中图分类号 R122 文献标识码 A 文章编号 1673-9671-（2012）121-0161-01

目前科学家已测定了包括人类在内的700多种生物的基因组，这表明生命科学进入遗传密码的全面解析阶段，在分子水平研究基因结构和功能。这些成果为工程师创造新世界提供了有力的生物元器件。工程师可以用这些已知的功能，重新设计和构建具有新功能的生命，甚至可以全合成新生命，这就是进入21世纪新兴的合成生物学。合成生物学是继人类基因组研究之后，生物领域的又一热门学科，是整体系统论生物学思潮在工程学领域的

再现。

1 合成生物学与其他学科的关系

1.1 合成生物学与系统生物学

合成生物学的出现是与系统生物学的发展密不可分的。从哲学思维上，二者都遵从系统论，生物系统的整体功能不可分割。系统生物学将在基因、蛋白质、代谢物等多维分子水平获得大量的细胞行为知识和建立生物网络，为合成生物学提供理论和模型。合成生物学可为系统生物学的定量分析提供模式生物。

1.2 合成生物学与生物信息学、化学

如果把基因组测序看成阅读和解码遗传信息的过程，那么合成生物学就是人工书写和编程过程，是测序的逆过程。这个过程对生物信息学提出了更大的挑战，与所有的工程学一样，合成生物的设计和优化过程中需要用新的算法进行模拟和测试。合成生物的过程是以原料核酸的高速合成为基础的，因此需要高效、低成本的化学合成技术提供支持。目前，常规化学方法合成一个碱基核苷酸商业化价格是2元左右，而新方法有望把成本降到更低。

1.3 合成生物学与基因工程

二者既有联系，也有区别。就操作对象和主要技术手段而言，二者相同，都是以基因为对象，都需要核酸酶和连接酶作为剪切和组装的工具，也都需要载体来承载基因，进行扩大繁殖和保存。
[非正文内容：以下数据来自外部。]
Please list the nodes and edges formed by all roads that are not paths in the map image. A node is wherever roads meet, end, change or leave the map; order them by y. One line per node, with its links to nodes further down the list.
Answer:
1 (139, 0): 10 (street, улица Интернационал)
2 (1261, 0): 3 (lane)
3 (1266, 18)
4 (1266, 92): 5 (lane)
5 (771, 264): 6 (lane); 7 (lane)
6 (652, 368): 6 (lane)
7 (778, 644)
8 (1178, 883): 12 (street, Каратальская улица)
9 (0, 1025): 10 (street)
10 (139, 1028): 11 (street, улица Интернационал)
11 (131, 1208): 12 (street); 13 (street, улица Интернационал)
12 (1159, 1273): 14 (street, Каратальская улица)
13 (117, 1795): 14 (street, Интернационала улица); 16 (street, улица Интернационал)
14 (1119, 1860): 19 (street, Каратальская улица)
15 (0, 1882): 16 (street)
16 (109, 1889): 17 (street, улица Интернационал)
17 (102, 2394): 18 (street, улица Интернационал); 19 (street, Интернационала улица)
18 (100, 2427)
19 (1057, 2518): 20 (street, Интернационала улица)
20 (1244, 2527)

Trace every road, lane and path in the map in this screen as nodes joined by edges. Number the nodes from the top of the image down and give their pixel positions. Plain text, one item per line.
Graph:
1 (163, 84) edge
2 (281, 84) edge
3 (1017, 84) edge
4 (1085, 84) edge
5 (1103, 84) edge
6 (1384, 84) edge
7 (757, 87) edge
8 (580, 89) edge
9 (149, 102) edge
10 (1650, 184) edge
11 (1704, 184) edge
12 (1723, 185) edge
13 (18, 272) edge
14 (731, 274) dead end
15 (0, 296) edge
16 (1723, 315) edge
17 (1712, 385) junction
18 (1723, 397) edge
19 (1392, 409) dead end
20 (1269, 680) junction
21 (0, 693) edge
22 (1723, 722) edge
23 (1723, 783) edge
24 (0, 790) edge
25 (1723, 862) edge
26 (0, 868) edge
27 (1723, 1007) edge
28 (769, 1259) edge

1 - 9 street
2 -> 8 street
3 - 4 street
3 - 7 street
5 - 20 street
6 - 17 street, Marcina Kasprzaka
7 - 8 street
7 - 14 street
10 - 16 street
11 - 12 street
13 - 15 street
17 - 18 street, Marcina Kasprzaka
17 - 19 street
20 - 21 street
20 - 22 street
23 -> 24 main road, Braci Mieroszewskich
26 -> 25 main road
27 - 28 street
然而仅采用基因工程技术，只能在较小的范围内对已经存在生命进行改造，合成生物学研究将降低关键技术成本，解决基因操作的经济性问题，从而在工程领域将得到广泛应用。

2 医药与能源创新发展中的合成生物学技术

创新药物的发现是整个新药研究中最富创造性的环节。20世纪70年代之后，DNA重组技术、基因组学、蛋白质组学、生物信息学及生物芯片技术的研究成果为新药研究提供了指导性的理论知识和多样化的实验手段，极大地促进了新药的研制和产业化。

2.1 DNA重组技术与创新药物研究

DNA重组技术通过人为的基因拼接，构建携带外源目的基因的表达系统，在宿主细胞中表达外源基因编码的蛋白质、多肽类药物。DNA重组技术为创新药物的研究和产业化提供了全新的技术，开创了现代生物技术药物的新阶段。在微生物药物的制备中，具有良好遗传特性的高产菌株是产业化的关键。重组DNA技术已成功地应用于构建具有特定遗传特性的高产菌株。如将放线菌紫红素的合成基因导入紫红链霉菌，产生了新型抗生素二氢榴菌紫红素；将红霉素抗性基因转入红霉素产生菌，可构建出耐自身产物抑制的高产菌株；将透明颤菌的血红蛋白基因导人金霉素产生菌，工程菌可以在低溶氧条件下正常代谢，达到降低供氧能耗的目的。

2.2 蛋白质组学与创新药物研究

蛋白质组学（proteomics）是继人类基因组计划之后又一个引人注目的新兴学科。蛋白质组学是从整体蛋白质水平上，从更贴近生命活动规律的角度去探讨机体生理、病理现象及其本质。人体细胞有3000～10000种以上的蛋白质。蛋白质的种类和数量及其功能状态在同一机体的不同细胞中是不相同的，即使是同一种细胞，在不同时期，其蛋白质的种类和数量也不尽相同。正常和病变状态下细胞内的蛋白质谱存在差异，服药前后的蛋白质谱也存在差异，通过定性和定量地分析蛋白质谱的差异，可以探讨疾病发生的可能机制，发现药物作用的新靶点，从而为研发新药，研究药物作用机制以及指导临床合理用药提供重要的依据。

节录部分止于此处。